**The problem:**
Search the data for the word "MĚSTSKÝ" and copy every line where it occurs.

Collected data
══════════
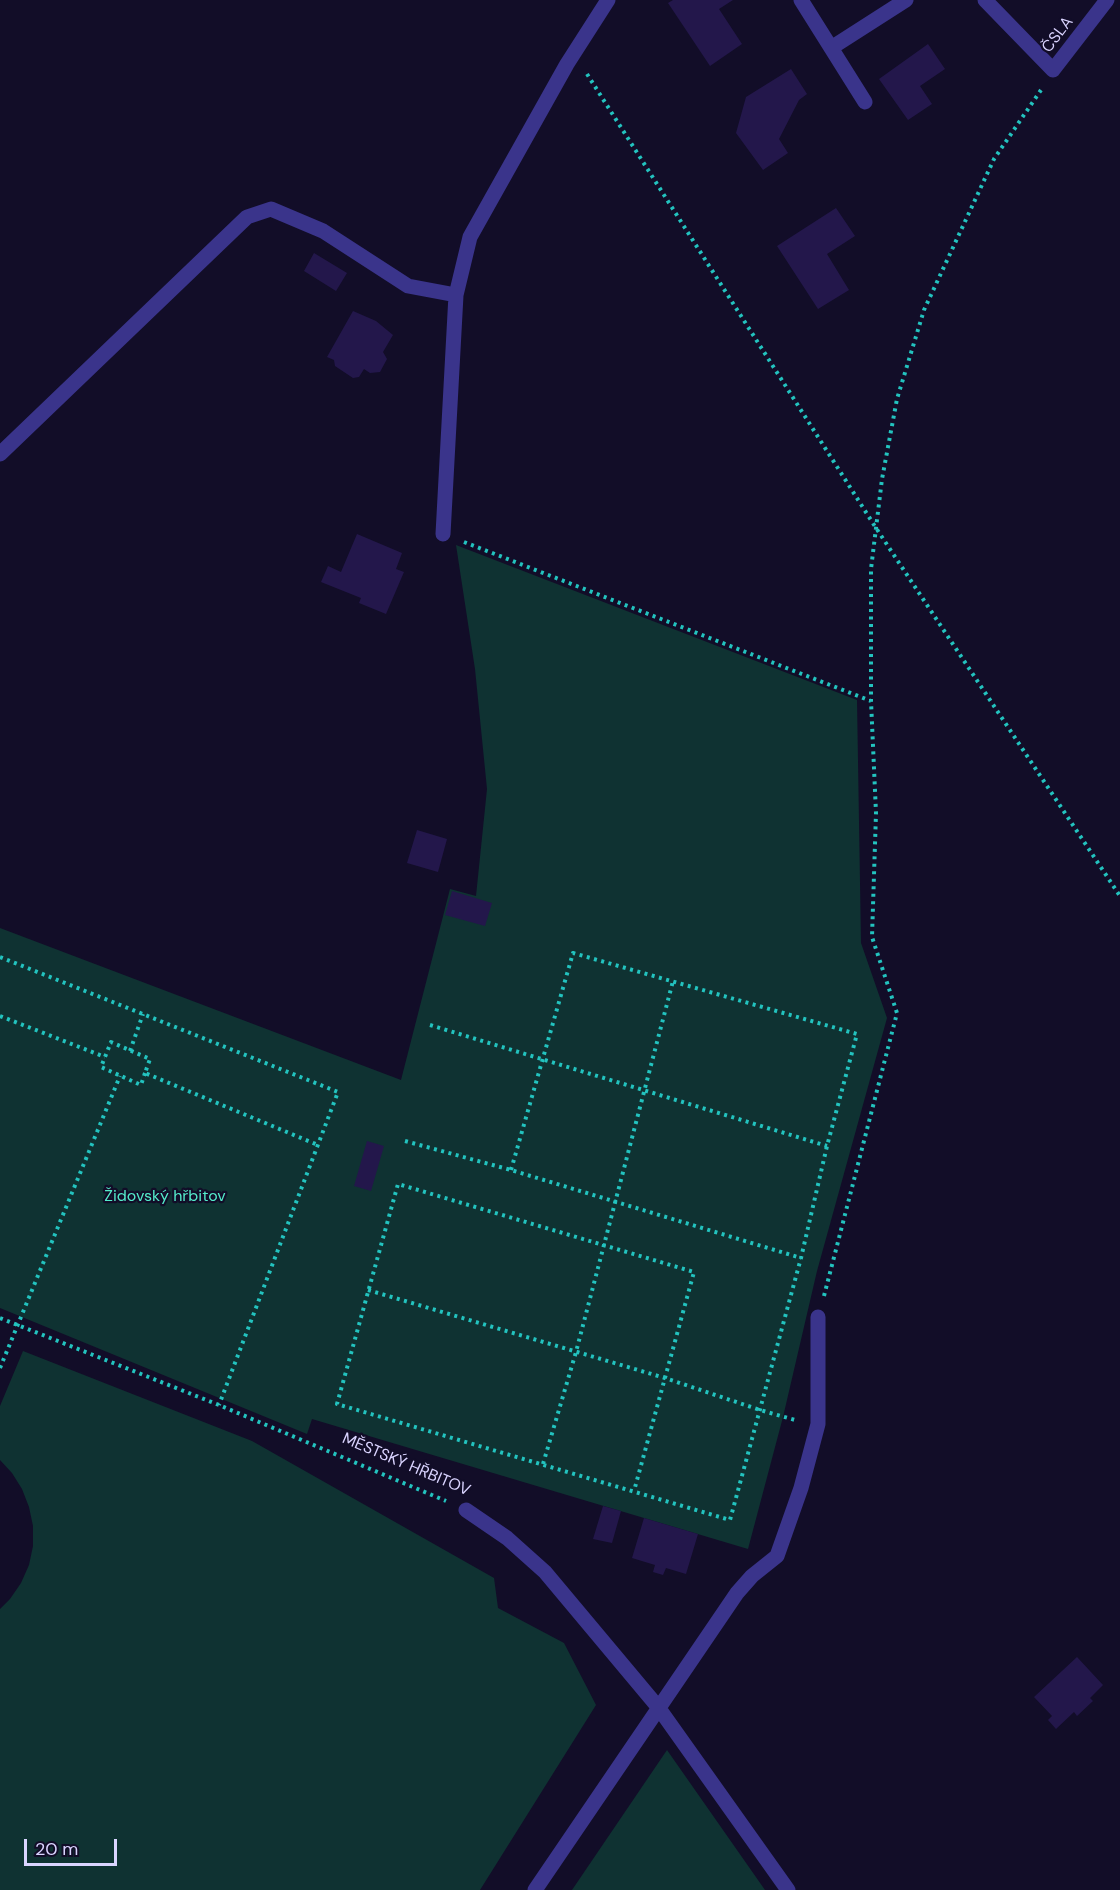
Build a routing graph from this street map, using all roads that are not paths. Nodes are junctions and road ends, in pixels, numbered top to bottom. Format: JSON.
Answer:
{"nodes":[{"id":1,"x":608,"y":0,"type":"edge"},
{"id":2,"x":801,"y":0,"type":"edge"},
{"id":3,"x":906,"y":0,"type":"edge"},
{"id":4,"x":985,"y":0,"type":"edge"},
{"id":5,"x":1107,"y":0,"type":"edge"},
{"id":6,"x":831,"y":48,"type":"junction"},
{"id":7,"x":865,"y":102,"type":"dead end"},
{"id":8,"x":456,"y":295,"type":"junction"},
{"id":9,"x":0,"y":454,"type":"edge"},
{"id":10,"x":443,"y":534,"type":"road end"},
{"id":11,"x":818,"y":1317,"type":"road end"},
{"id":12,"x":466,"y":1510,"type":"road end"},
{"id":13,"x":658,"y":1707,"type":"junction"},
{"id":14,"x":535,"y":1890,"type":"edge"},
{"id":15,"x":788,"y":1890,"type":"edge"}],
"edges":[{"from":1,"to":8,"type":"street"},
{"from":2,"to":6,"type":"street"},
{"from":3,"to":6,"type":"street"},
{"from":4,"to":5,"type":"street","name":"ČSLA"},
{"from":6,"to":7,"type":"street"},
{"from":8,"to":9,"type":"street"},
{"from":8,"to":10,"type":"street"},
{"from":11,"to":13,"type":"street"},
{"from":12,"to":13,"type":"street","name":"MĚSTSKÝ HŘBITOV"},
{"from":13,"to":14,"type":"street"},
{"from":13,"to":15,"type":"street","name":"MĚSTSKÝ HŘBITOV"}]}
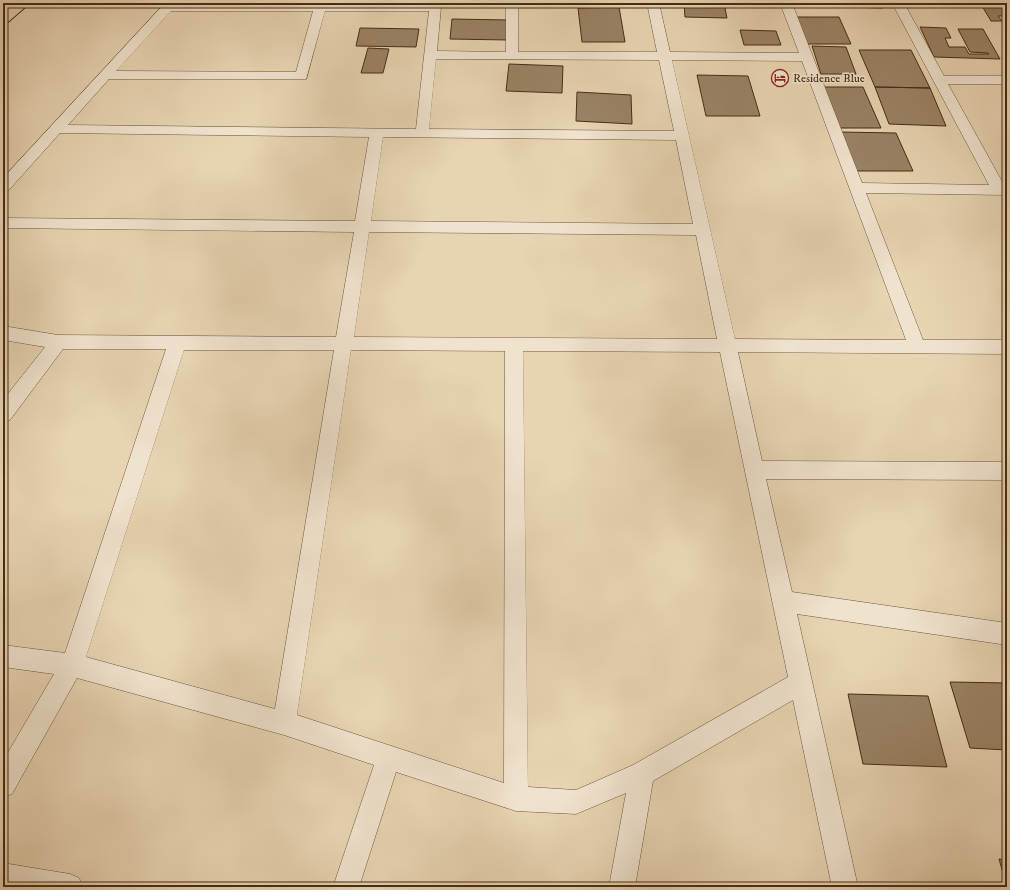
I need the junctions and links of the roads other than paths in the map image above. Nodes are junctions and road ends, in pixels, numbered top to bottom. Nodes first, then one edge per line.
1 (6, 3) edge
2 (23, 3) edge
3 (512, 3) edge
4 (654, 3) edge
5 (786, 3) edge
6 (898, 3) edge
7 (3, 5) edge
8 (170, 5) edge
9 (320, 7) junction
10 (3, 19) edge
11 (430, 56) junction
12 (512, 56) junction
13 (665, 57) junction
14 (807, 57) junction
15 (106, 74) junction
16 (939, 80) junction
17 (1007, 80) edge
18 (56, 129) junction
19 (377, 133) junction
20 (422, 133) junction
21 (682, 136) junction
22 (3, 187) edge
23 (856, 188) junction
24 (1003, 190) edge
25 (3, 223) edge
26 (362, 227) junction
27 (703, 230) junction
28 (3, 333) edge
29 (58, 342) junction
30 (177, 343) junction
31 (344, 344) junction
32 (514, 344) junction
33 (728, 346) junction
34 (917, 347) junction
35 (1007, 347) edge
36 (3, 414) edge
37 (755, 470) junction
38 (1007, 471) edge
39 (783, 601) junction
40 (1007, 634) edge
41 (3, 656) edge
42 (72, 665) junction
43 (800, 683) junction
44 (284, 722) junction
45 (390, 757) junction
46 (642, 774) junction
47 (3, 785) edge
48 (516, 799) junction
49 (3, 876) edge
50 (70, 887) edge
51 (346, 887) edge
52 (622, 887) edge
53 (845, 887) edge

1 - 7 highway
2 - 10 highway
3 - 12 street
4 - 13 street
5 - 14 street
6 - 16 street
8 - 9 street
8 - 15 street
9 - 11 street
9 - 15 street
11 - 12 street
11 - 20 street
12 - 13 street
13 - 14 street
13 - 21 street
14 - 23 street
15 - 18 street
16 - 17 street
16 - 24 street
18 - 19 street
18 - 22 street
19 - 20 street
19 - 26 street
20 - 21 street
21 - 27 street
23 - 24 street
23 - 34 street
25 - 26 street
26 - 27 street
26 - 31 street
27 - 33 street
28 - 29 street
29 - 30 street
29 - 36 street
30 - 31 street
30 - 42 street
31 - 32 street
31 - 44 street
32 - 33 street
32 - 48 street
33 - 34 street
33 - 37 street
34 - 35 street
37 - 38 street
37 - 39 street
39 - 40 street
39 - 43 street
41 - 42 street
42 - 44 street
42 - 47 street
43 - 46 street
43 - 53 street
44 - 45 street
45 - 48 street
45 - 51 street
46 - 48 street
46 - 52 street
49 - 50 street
══════════
**Response:**
{"from":12,"to":13,"type":"street","name":"MĚSTSKÝ HŘBITOV"},
{"from":13,"to":15,"type":"street","name":"MĚSTSKÝ HŘBITOV"}]}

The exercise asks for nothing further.